Cohomology of symplectic groups and Meyer's signature theorem

Abstract

Meyer showed that the signature of a closed oriented surface bundle over a surface is a multiple of $4$, and can be computed using an element of $H^2\left(\mathsf{Sp}\left(2g,\mathbb{Z}\right),\mathbb{Z}\right)$. If we denote by $1\to \mathbb{Z}\to \widetilde{\mathsf{Sp}\left(2g,\mathbb{Z}\right)}\to \mathsf{Sp}\left(2g,\mathbb{Z}\right)\to 1$ the pullback of the universal cover of $\mathsf{Sp}\left(2g,ℝ\right)$, then by a theorem of Deligne, every finite index subgroup of $\widetilde{\mathsf{Sp}\left(2g,\mathbb{Z}\right)}$ contains $2\mathbb{Z}$. As a consequence, a class in the second cohomology of any finite quotient of $\mathsf{Sp}\left(2g,\mathbb{Z}\right)$ can at most enable us to compute the signature of a surface bundle modulo $8$. We show that this is in fact possible and investigate the smallest quotient of $\mathsf{Sp}\left(2g,\mathbb{Z}\right)$ that contains this information.

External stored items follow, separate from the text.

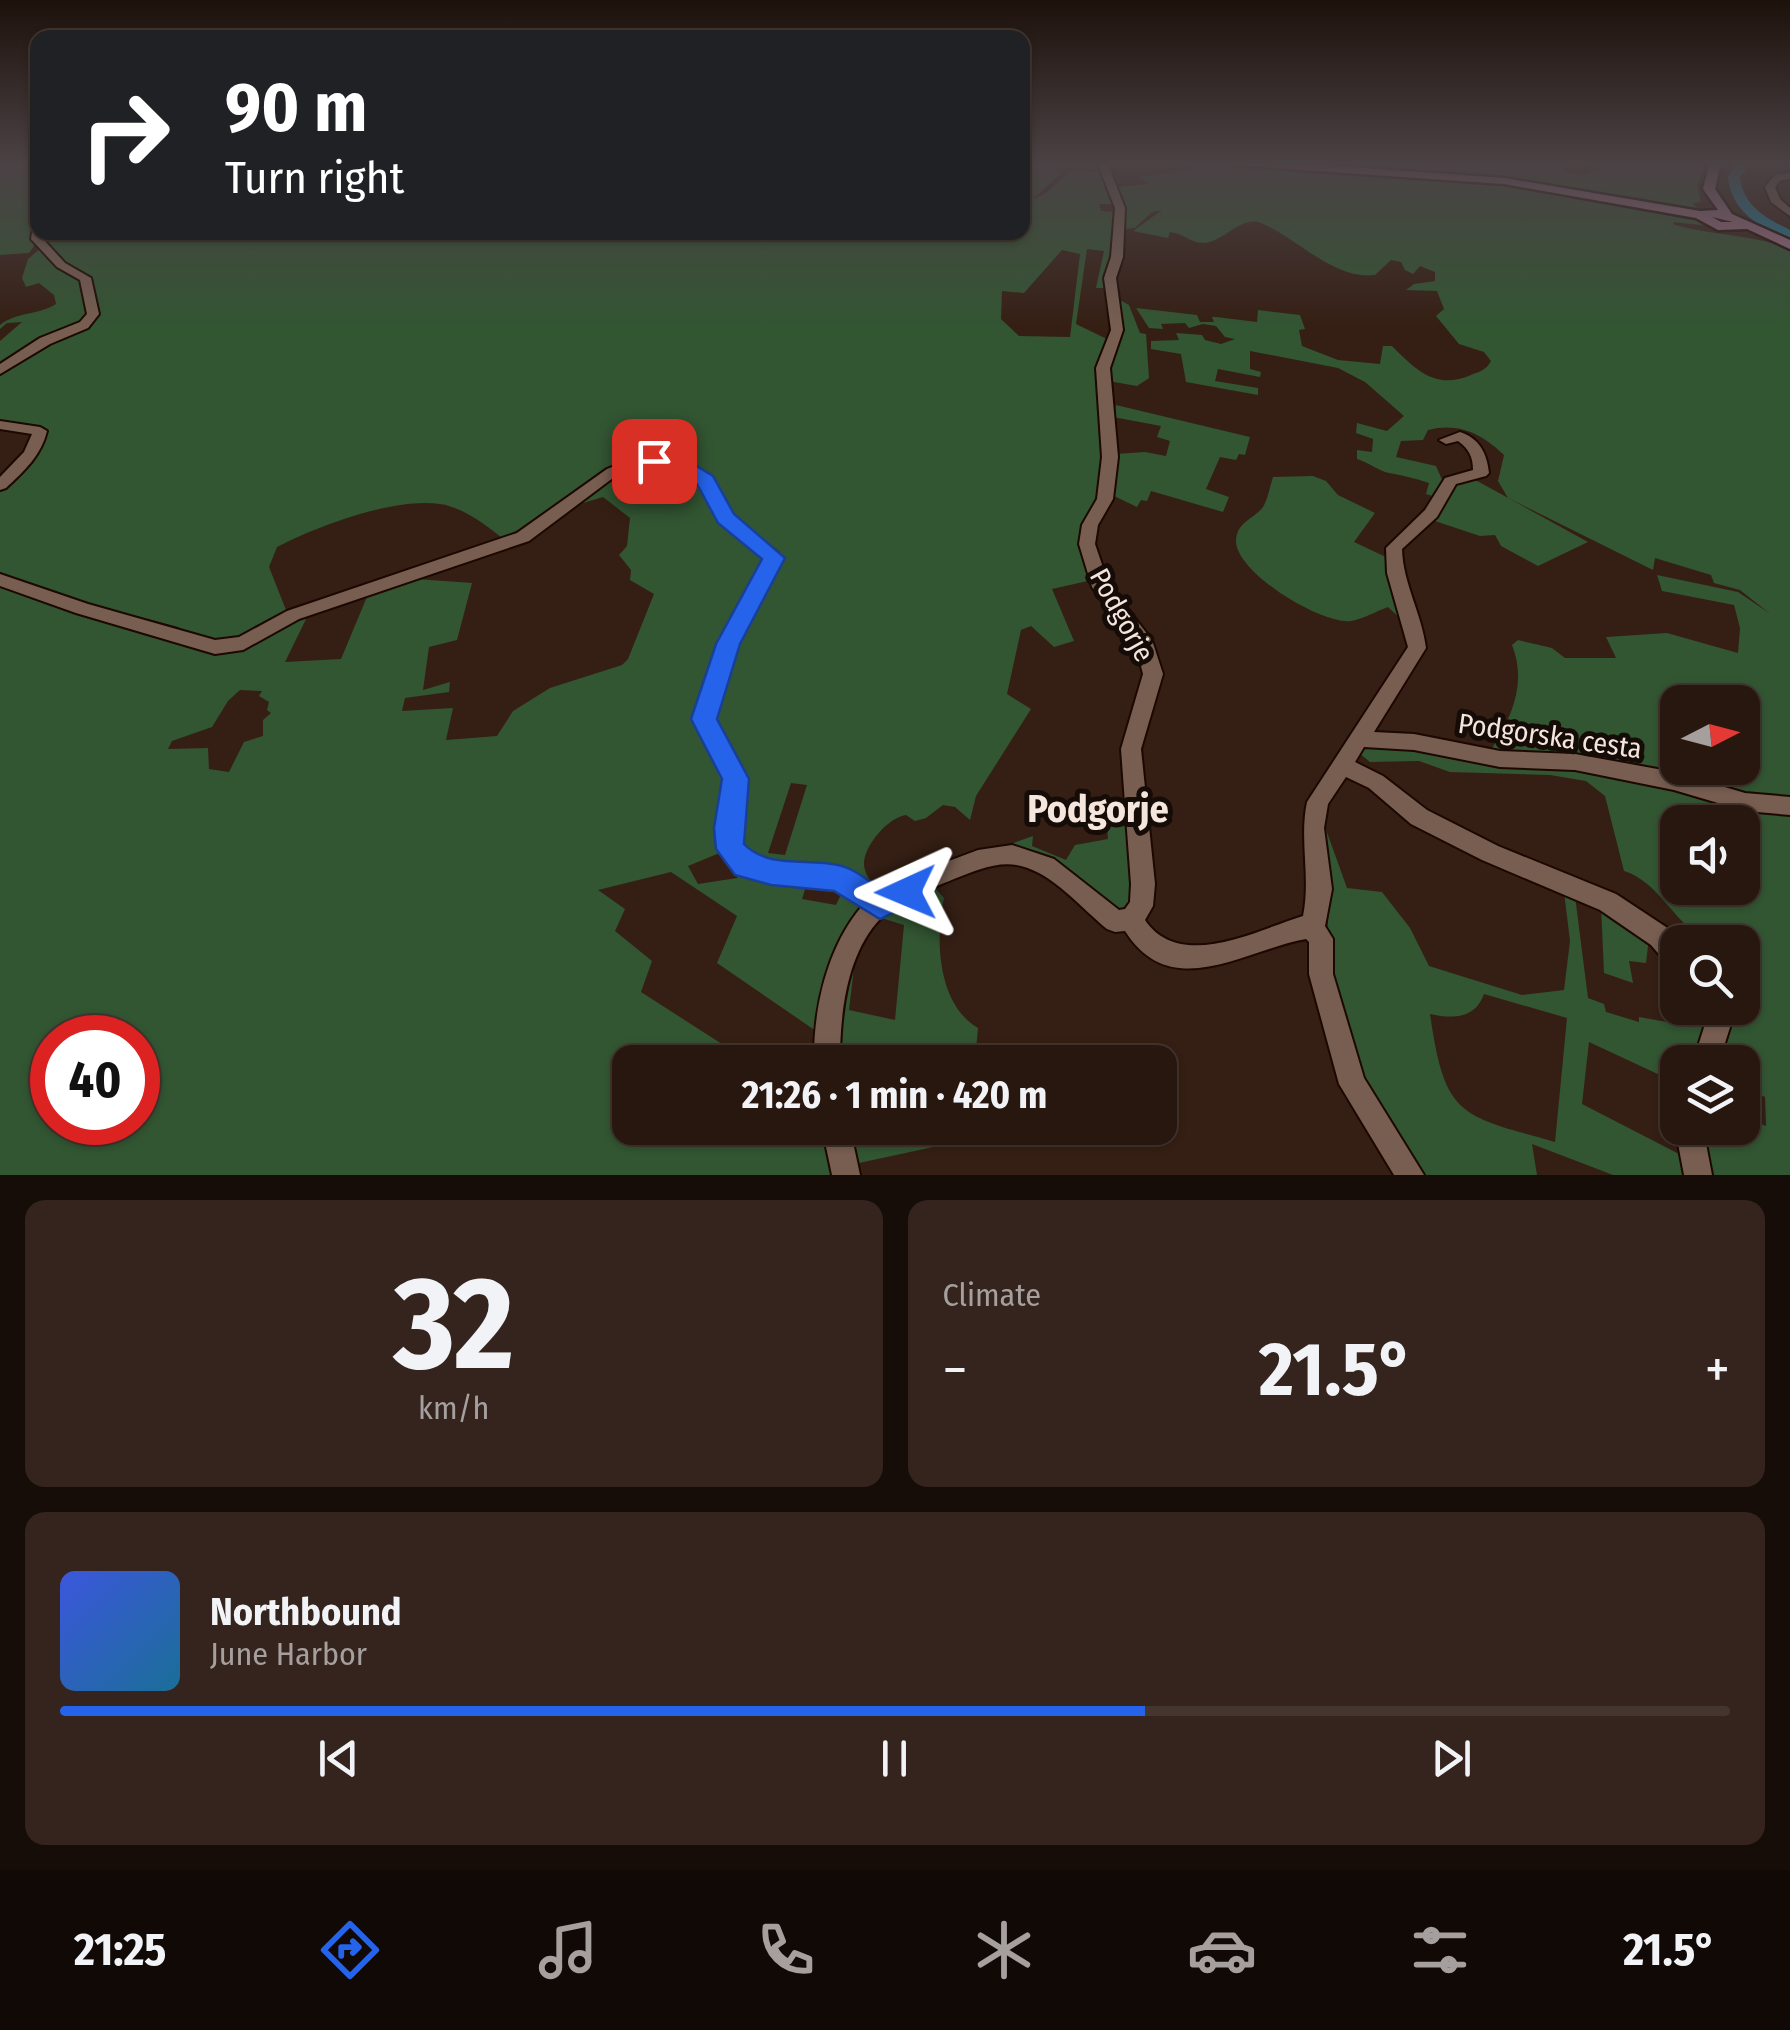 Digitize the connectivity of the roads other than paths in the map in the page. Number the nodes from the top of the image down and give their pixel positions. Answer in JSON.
{"nodes":[{"id":1,"x":1119,"y":217,"type":"edge"},
{"id":2,"x":1702,"y":217,"type":"edge"},
{"id":3,"x":1733,"y":217,"type":"edge"},
{"id":4,"x":1744,"y":226,"type":"junction"},
{"id":5,"x":36,"y":240,"type":"edge"},
{"id":6,"x":1790,"y":245,"type":"edge"},
{"id":7,"x":0,"y":370,"type":"edge"},
{"id":8,"x":0,"y":425,"type":"edge"},
{"id":9,"x":1446,"y":440,"type":"dead end"},
{"id":10,"x":0,"y":485,"type":"edge"},
{"id":11,"x":0,"y":580,"type":"edge"},
{"id":12,"x":1360,"y":739,"type":"junction"},
{"id":13,"x":1344,"y":766,"type":"junction"},
{"id":14,"x":1790,"y":806,"type":"edge"},
{"id":15,"x":880,"y":905,"type":"junction"},
{"id":16,"x":1131,"y":919,"type":"junction"},
{"id":17,"x":1313,"y":929,"type":"junction"},
{"id":18,"x":1660,"y":937,"type":"edge"},
{"id":19,"x":825,"y":1045,"type":"edge"},
{"id":20,"x":840,"y":1145,"type":"edge"},
{"id":21,"x":1692,"y":1145,"type":"edge"},
{"id":22,"x":846,"y":1175,"type":"edge"},
{"id":23,"x":1410,"y":1175,"type":"edge"},
{"id":24,"x":1698,"y":1175,"type":"edge"}],
"edges":[{"from":1,"to":16,"type":"street","name":"Podgorje"},
{"from":2,"to":4,"type":"main road"},
{"from":3,"to":4,"type":"main road"},
{"from":4,"to":6,"type":"main road"},
{"from":5,"to":7,"type":"street"},
{"from":8,"to":10,"type":"street"},
{"from":9,"to":12,"type":"street"},
{"from":11,"to":15,"type":"street"},
{"from":12,"to":13,"type":"street"},
{"from":12,"to":14,"type":"street","name":"Podgorska cesta"},
{"from":13,"to":17,"type":"street"},
{"from":13,"to":18,"type":"street"},
{"from":15,"to":16,"type":"street"},
{"from":15,"to":19,"type":"street"},
{"from":16,"to":17,"type":"street"},
{"from":17,"to":23,"type":"street"},
{"from":20,"to":22,"type":"street"},
{"from":21,"to":24,"type":"street"}]} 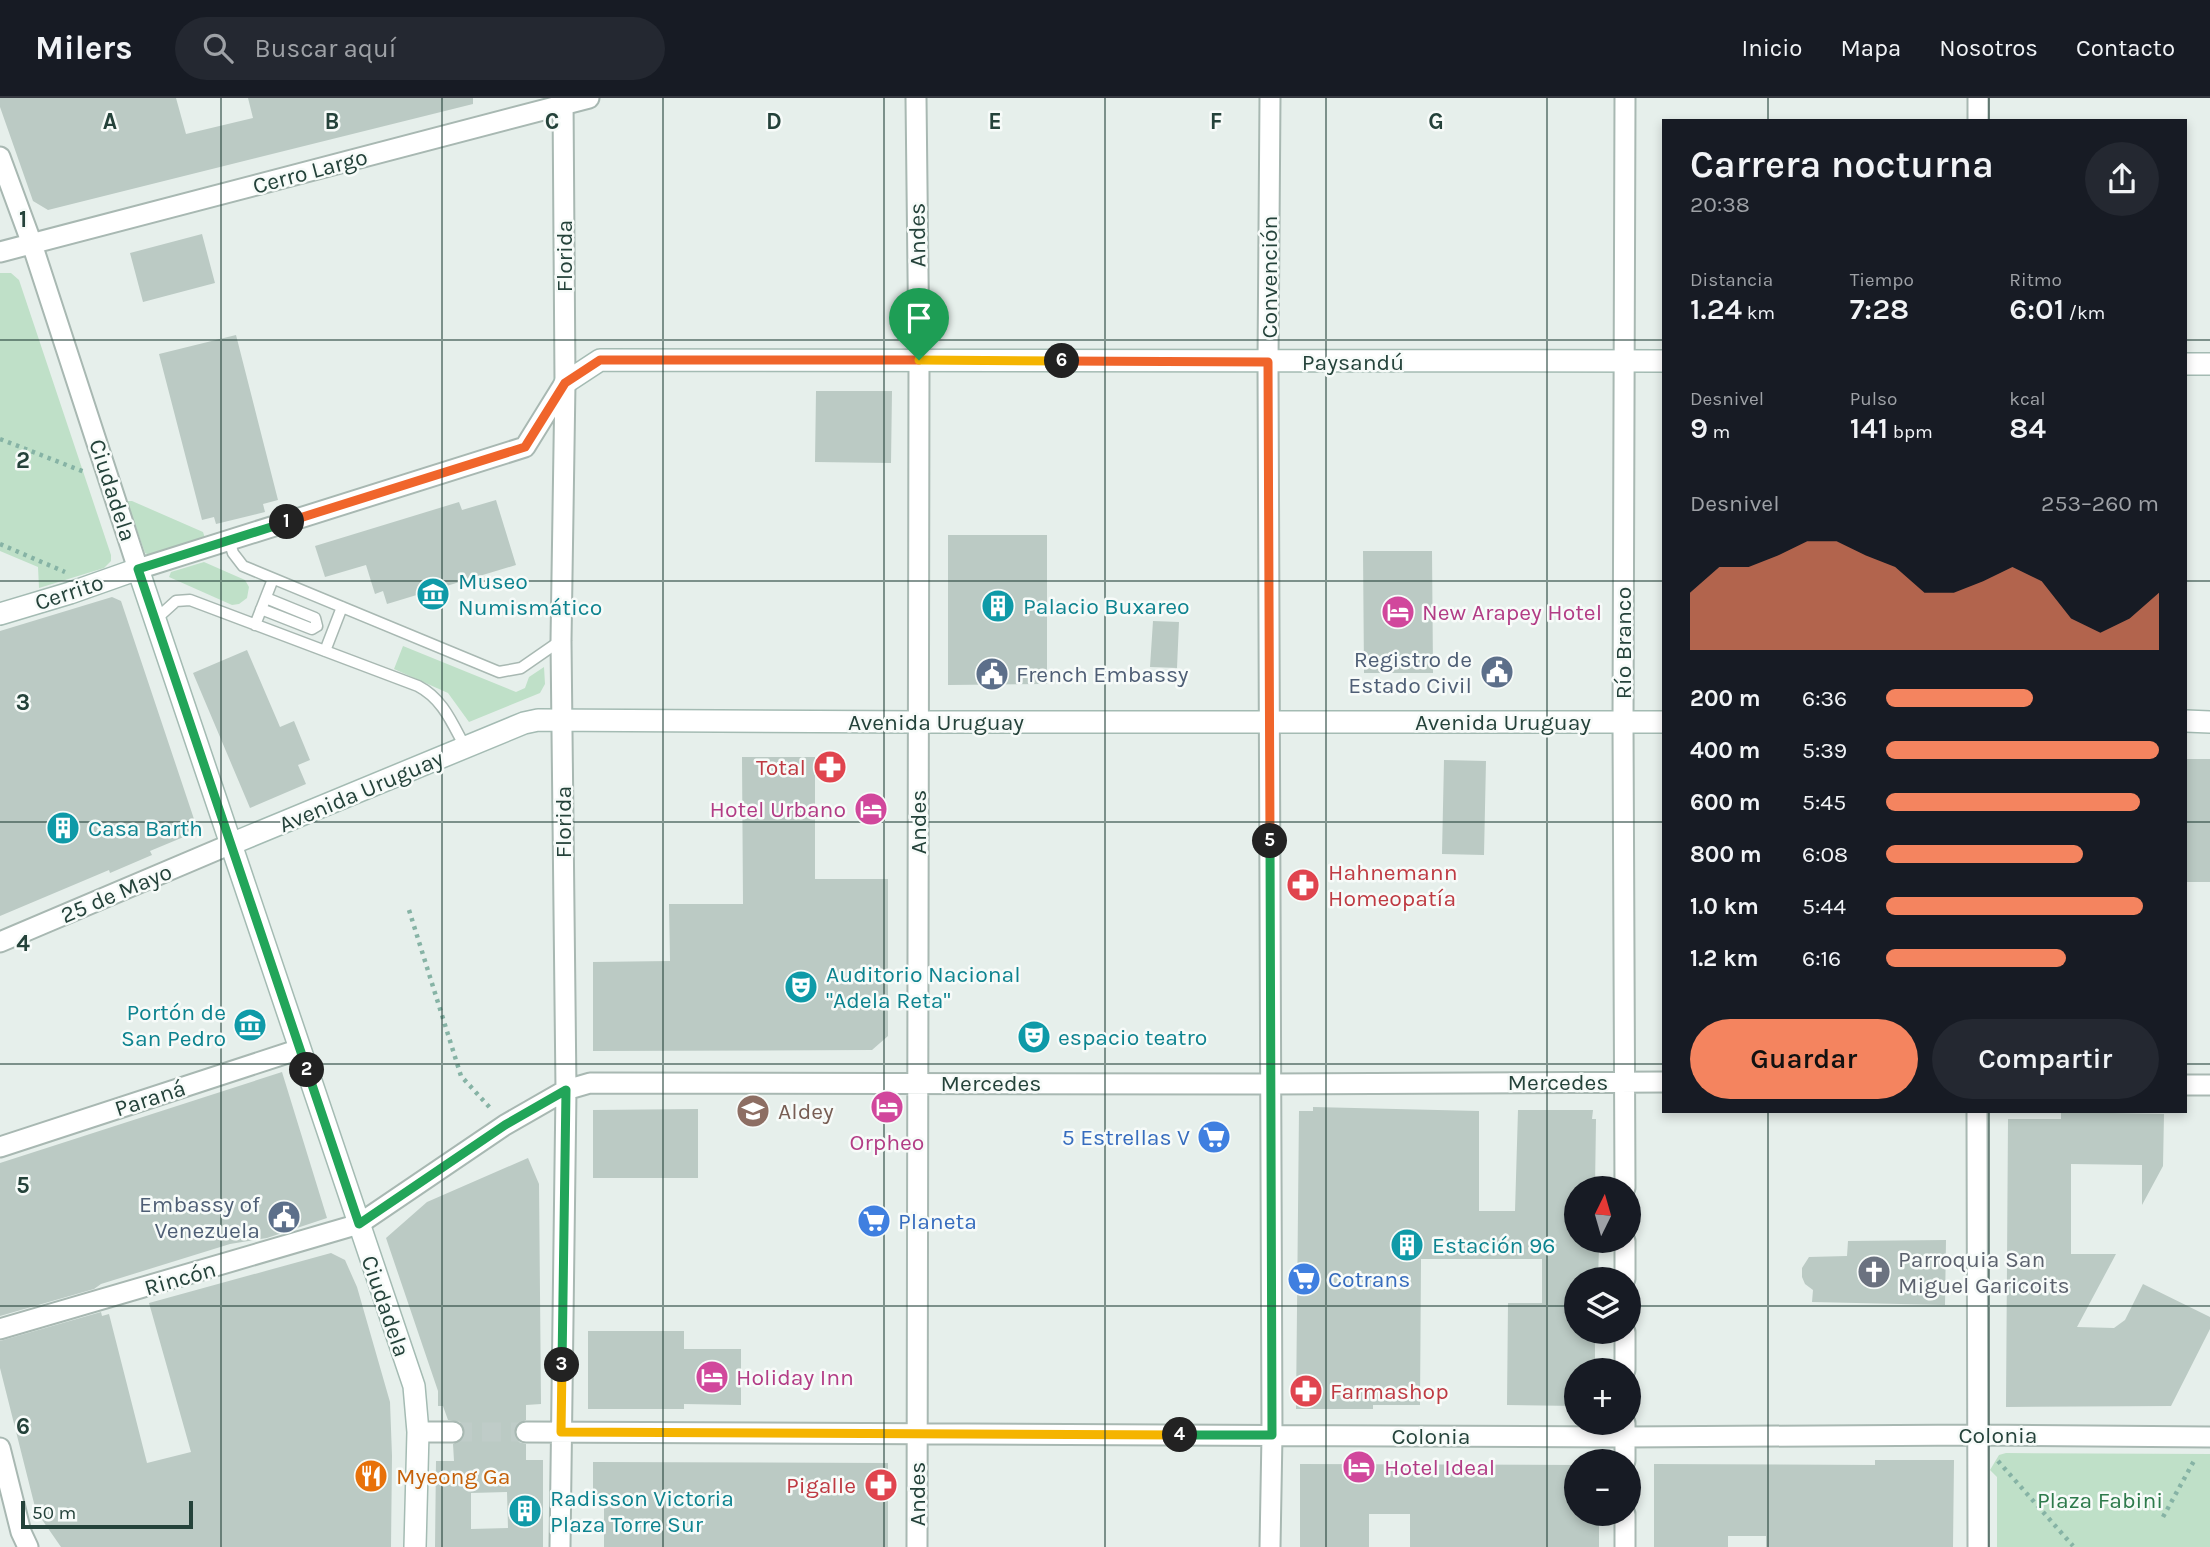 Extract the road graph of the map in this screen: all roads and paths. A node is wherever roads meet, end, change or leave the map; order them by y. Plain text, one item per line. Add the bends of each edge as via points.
1 (589, 98) edge
2 (916, 98) edge
3 (1270, 98) edge
4 (1625, 98) edge
5 (1978, 98) edge
6 (563, 101) edge
7 (1978, 119) edge
8 (0, 157) edge
9 (32, 244) junction
10 (0, 252) edge
11 (919, 360) junction
12 (1624, 361) junction
13 (1662, 361) edge
14 (1268, 362) junction
15 (2187, 364) edge
16 (2210, 364) edge
17 (565, 383) junction
18 (0, 439) edge
19 (112, 483) junction
20 (229, 540) junction
21 (0, 544) edge
22 (138, 569) junction
23 (273, 579) junction
24 (95, 584) junction
25 (266, 598) junction
26 (342, 607) junction
27 (261, 609) junction
28 (0, 614) edge
29 (155, 621) junction
30 (255, 625) junction
31 (561, 641) junction
32 (325, 651) junction
33 (563, 719) junction
34 (919, 722) junction
35 (1623, 722) junction
36 (1662, 722) edge
37 (2187, 722) edge
38 (2210, 722) edge
39 (1270, 723) junction
40 (465, 747) junction
41 (231, 844) junction
42 (409, 910) dead end
43 (0, 942) edge
44 (300, 1049) junction
45 (917, 1082) junction
46 (1625, 1082) junction
47 (1662, 1082) edge
48 (1271, 1084) junction
49 (2187, 1085) edge
50 (2210, 1085) edge
51 (566, 1090) junction
52 (1977, 1113) edge
53 (505, 1125) junction
54 (0, 1147) edge
55 (1625, 1176) edge
56 (359, 1224) junction
57 (0, 1329) edge
58 (1641, 1430) edge
59 (1564, 1431) edge
60 (418, 1432) junction
61 (453, 1432) tunnel mouth
62 (526, 1432) tunnel mouth
63 (561, 1432) junction
64 (917, 1434) junction
65 (1272, 1435) junction
66 (1978, 1435) junction
67 (2209, 1435) edge
68 (0, 1448) edge
69 (2195, 1459) dead end
70 (1998, 1460) dead end
71 (2164, 1517) dead end
72 (1625, 1526) edge
73 (2073, 1546) edge
74 (28, 1547) edge
75 (415, 1547) edge
76 (560, 1547) edge
77 (917, 1547) edge
78 (1270, 1547) edge
79 (1625, 1547) edge
80 (1978, 1547) edge

1 - 6 street, Cerro Largo
2 - 11 street, Andes
3 - 14 street, Convención
4 - 12 street, Río Branco
5 - 7 street
6 - 9 street, Cerro Largo
6 - 17 street, Florida
8 - 9 street, Ciudadela
9 - 10 street, Cerro Largo
9 - 19 street, Ciudadela
11 - 14 street, Paysandú
11 - 17 street, Paysandú via 600,360
11 - 34 street, Andes
12 - 13 street, Paysandú
12 - 14 street, Paysandú
12 - 35 street, Río Branco
14 - 39 street, Convención
15 - 16 street
17 - 20 street, Paysandú via 525,447
17 - 31 street, Florida
18 - 19 path
19 - 22 street, Ciudadela
20 - 22 street, Paysandú
20 - 23 lane via 243,566
21 - 24 path
22 - 24 street, Cerrito
22 - 29 street, Ciudadela
23 - 25 lane
23 - 26 lane
24 - 28 street, Cerrito
25 - 27 lane
25 - 27 lane via 315,618 317,626 312,629
26 - 31 lane via 499,672 521,668
26 - 32 lane
27 - 30 lane
29 - 30 lane via 176,601 190,600
29 - 41 street, Ciudadela
30 - 32 lane
31 - 33 street, Florida
32 - 40 lane via 429,692
33 - 34 street, Avenida Uruguay
33 - 40 street, Avenida Uruguay via 524,723
33 - 51 street, Florida
34 - 39 street, Avenida Uruguay
34 - 45 street, Andes
35 - 36 street, Avenida Uruguay
35 - 39 street, Avenida Uruguay
35 - 46 street, Río Branco
37 - 38 street
39 - 48 street, Convención
40 - 41 street, Avenida Uruguay
41 - 43 street, 25 de Mayo
41 - 44 street, Ciudadela
42 - 53 path via 461,1076
44 - 54 street, Paraná
44 - 56 street, Ciudadela
45 - 48 street, Mercedes
45 - 51 street, Mercedes via 590,1083
45 - 64 street, Andes
46 - 47 street, Mercedes
46 - 48 street, Mercedes
46 - 55 street, Río Branco
48 - 65 street, Convención
49 - 50 street
51 - 53 street, Mercedes
51 - 63 street, Florida
52 - 66 street
53 - 56 street, Mercedes
56 - 57 street, Rincón
56 - 60 street, Ciudadela via 414,1386
58 - 66 street, Colonia
59 - 65 street, Colonia
60 - 61 street
60 - 75 street, Ciudadela
62 - 63 street, Colonia
63 - 64 street, Colonia
63 - 76 street, Florida
64 - 65 street, Colonia
64 - 77 street, Andes
65 - 78 street, Convención
66 - 67 street, Colonia
66 - 80 street
68 - 74 street
69 - 71 path
70 - 73 path
72 - 79 street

This quotient $\mathfrak{ℌ}$ is a nonsplit extension of $\mathsf{Sp}\left(2g,2\right)$ by an elementary abelian group of order $2^{2g+1}$. There is a central extension $1\to \mathbb{Z}∕2\to \widetilde{\mathfrak{ℌ}}\to \mathfrak{ℌ}\to 1$, and $\widetilde{\mathfrak{ℌ}}$ appears as a quotient of the metaplectic double cover $\mathsf{Mp}\left(2g,\mathbb{Z}\right)=\widetilde{\mathsf{Sp}\left(2g,\mathbb{Z}\right)}∕2\mathbb{Z}$. It is an extension of $\mathsf{Sp}\left(2g,2\right)$ by an almost extraspecial group of order $2^{2g+2}$, and has a faithful irreducible complex representation of dimension $2^g$. Provided $g⩾4$, the extension $\widetilde{\mathfrak{ℌ}}$ is the universal central extension of $\mathfrak{ℌ}$. Putting all this together, in Section 4 we provide a recipe for computing the signature modulo $8$, and indicate some consequences.